Maybe it had been trailing him the whole time, waiting for the worst possible moment to show itself. The Hiisi nosed out of the trees beside Axel, tattered padding bristling like mange. The magpie didn't like this one bit, and sounded a horrible squawking alarm. “The kid is back!” he screamed. “And Hiisi is with him!”

Whatever these ghosts thought about this demon, it seemed to be enough to unite old foes. Within moments Axel had both sides of this ass-backward battle flying his way with murder in their eyes. The moon peeked out for all of a second, giving him a view of swords and guns, lances and cavalry. Axel turned heel and sprinted. He wondered if, in non-zombie circumstances, dead people could kill or even hurt living ones. The birds were way faster than him, so he figured he'd know soon enough.

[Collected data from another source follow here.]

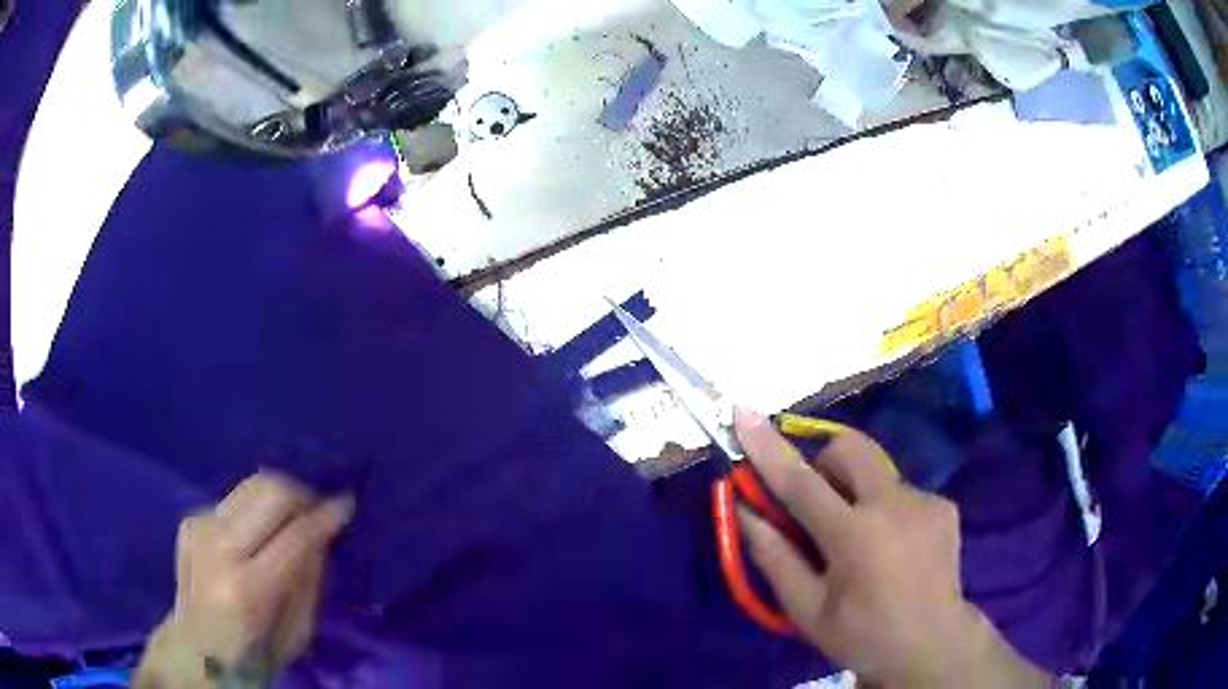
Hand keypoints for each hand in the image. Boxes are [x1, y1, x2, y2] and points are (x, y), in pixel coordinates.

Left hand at [136, 472, 352, 688]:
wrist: (196, 650)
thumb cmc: (255, 654)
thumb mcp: (298, 632)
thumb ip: (309, 579)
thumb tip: (322, 532)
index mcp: (249, 588)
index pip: (296, 535)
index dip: (325, 516)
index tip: (346, 505)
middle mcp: (220, 547)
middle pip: (270, 491)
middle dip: (302, 494)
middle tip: (317, 511)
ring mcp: (200, 528)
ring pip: (251, 485)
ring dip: (279, 498)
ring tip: (291, 519)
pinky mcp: (190, 520)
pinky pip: (234, 501)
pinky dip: (254, 512)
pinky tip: (256, 536)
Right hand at [733, 408, 1047, 687]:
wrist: (933, 645)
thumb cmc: (862, 635)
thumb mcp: (807, 611)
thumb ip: (775, 558)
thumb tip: (746, 512)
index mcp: (854, 537)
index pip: (801, 482)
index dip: (768, 446)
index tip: (744, 412)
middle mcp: (893, 505)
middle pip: (851, 448)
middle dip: (825, 461)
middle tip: (819, 507)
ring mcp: (925, 501)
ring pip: (877, 473)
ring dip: (857, 494)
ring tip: (864, 543)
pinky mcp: (943, 506)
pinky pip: (901, 492)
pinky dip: (885, 510)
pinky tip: (893, 549)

The spruces bounced past, and squawking echoed all around. Up ahead Axel saw the house—his disassembled A-frame. But now there was a light in the window, and the front door was open, jagged threads of caution tape dangling
loose from the frame. A tall, skinny man stood in the doorway. It could just as well have been Axel's father or Grandpa Paul but for the sound of his voice and the words that he shaped it into.

“Moron!” the Keeper shouted. “Inside!”

Axel made for the open door, feathers brushing his neck and shoulders. Someone pecked him hard on the ear, taking out a little triangle of lobe. Not imaginary—that did
not
feel imaginary. Reaching the door, Axel dove in and rolled over the familiar flooring, crashing into something like a warm shag couch. The Keeper slammed the door shut behind them, bracing his shoulder against it as the birds hurled themselves into the wood.

“Idiot,” the Keeper said, fumbling with the dead bolt as he pressed back against the birds. “A whole week I've been waiting, and when you finally show up, you bring these psychopaths with you?”

Funny that he said
I've been waiting
and not
we've been waiting
. Because she was there, too. She was the warm wall of shag that Axel had fallen into. The room was exactly his old living room back home. Except there was no furniture. And where the couch used to be, there was a bear.

13
Boxes from Home

T
he Halloween party was still going strong when Kari walked Tess out, a little after midnight. He'd put on a brave face all evening, game and passive as his elder brother made him the butt of every joke, but now Kari's demeanor changed. He sat on the bottom step and cleaned his face with the hem of his shirt. He still smelled of the schnapps that Kalle had forced on him—distilled from pine tar. It made Kari's hair stick to his forehead and gave him the unfortunate odor of barbecue sauce. Tess sat down beside him, leaving a very unambiguous chunk of space between them. The last thing she wanted was for her new—and currently her only—friendship to be crushed under the weight of some groping, kissy misunderstanding. To Kari's credit, he didn't
make a move, though there was no telling if it was due to wisdom, fear, or the particular funk of the moment.